WORK REQUEST
Return the listing below exactly as it stands. Pictures stay out.

SOURCE INFORMATION
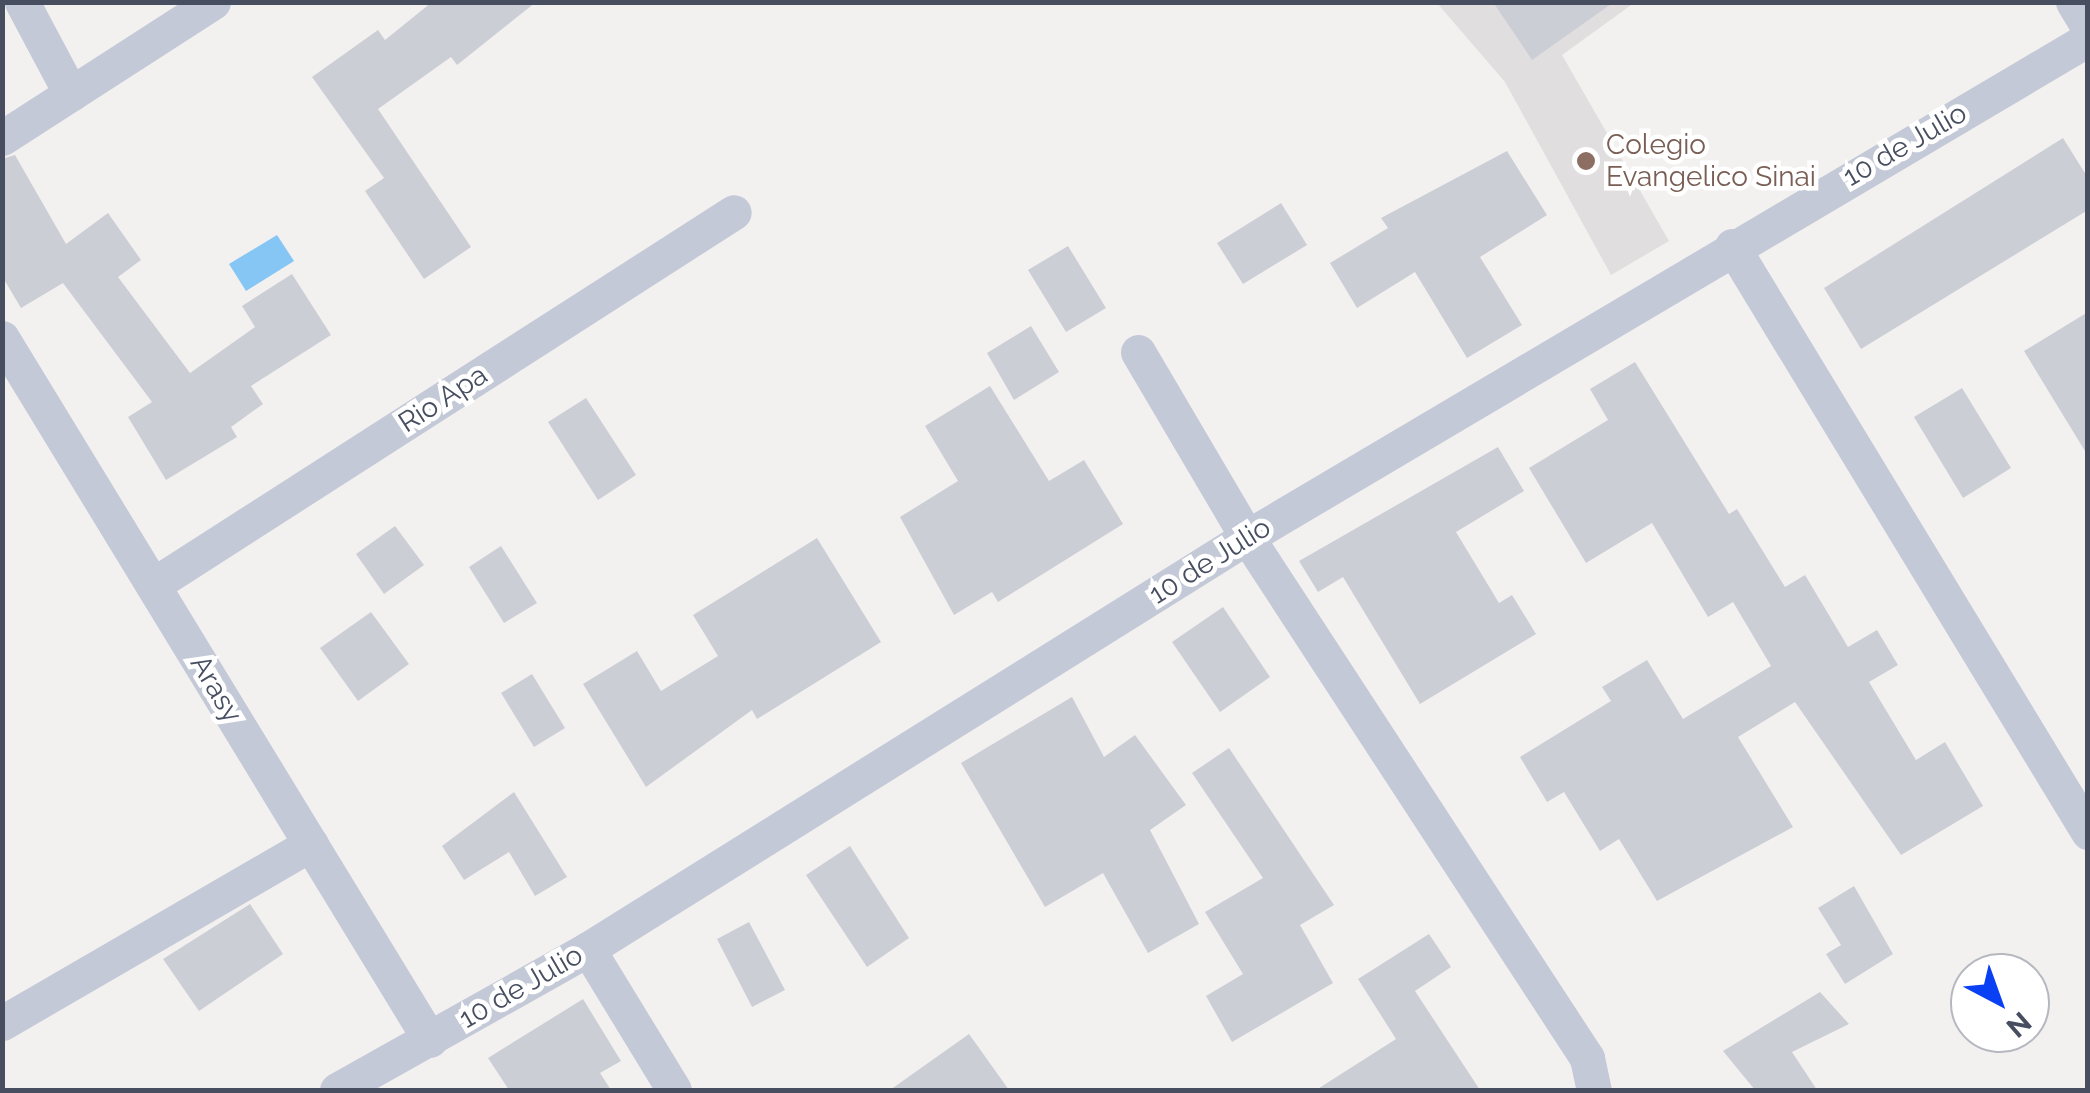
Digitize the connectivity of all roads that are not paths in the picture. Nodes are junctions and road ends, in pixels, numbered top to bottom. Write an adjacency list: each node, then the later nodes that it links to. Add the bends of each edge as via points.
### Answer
1 (22, 2): 6 (street)
2 (212, 2): 6 (street)
3 (2073, 2): 4 (street)
4 (2088, 27)
5 (2088, 39): 9 (street, 10 de Julio)
6 (71, 94): 7 (street)
7 (2, 138)
8 (734, 212): 13 (street, Rio Apa)
9 (1732, 246): 12 (street, 10 de Julio); 14 (street)
10 (2, 338): 13 (street, Arasy)
11 (1138, 352): 12 (street)
12 (1247, 537): 16 (street, 10 de Julio); 21 (street, via 1587,1058)
13 (153, 585): 15 (street, Arasy)
14 (2088, 832)
15 (311, 844): 17 (street); 18 (street, Arasy)
16 (588, 949): 18 (street, 10 de Julio); 20 (street)
17 (2, 1023)
18 (430, 1040): 19 (street, 10 de Julio)
19 (337, 1090)
20 (674, 1090)
21 (1594, 1090)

OUTPUT
Digitize the connectivity of all roads that are not paths in the picture. Nodes are junctions and road ends, in pixels, numbered top to bottom. Write an adjacency list: each node, then the later nodes that it links to. Add the bends of each edge as via points.
### Answer
1 (22, 2): 6 (street)
2 (212, 2): 6 (street)
3 (2073, 2): 4 (street)
4 (2088, 27)
5 (2088, 39): 9 (street, 10 de Julio)
6 (71, 94): 7 (street)
7 (2, 138)
8 (734, 212): 13 (street, Rio Apa)
9 (1732, 246): 12 (street, 10 de Julio); 14 (street)
10 (2, 338): 13 (street, Arasy)
11 (1138, 352): 12 (street)
12 (1247, 537): 16 (street, 10 de Julio); 21 (street, via 1587,1058)
13 (153, 585): 15 (street, Arasy)
14 (2088, 832)
15 (311, 844): 17 (street); 18 (street, Arasy)
16 (588, 949): 18 (street, 10 de Julio); 20 (street)
17 (2, 1023)
18 (430, 1040): 19 (street, 10 de Julio)
19 (337, 1090)
20 (674, 1090)
21 (1594, 1090)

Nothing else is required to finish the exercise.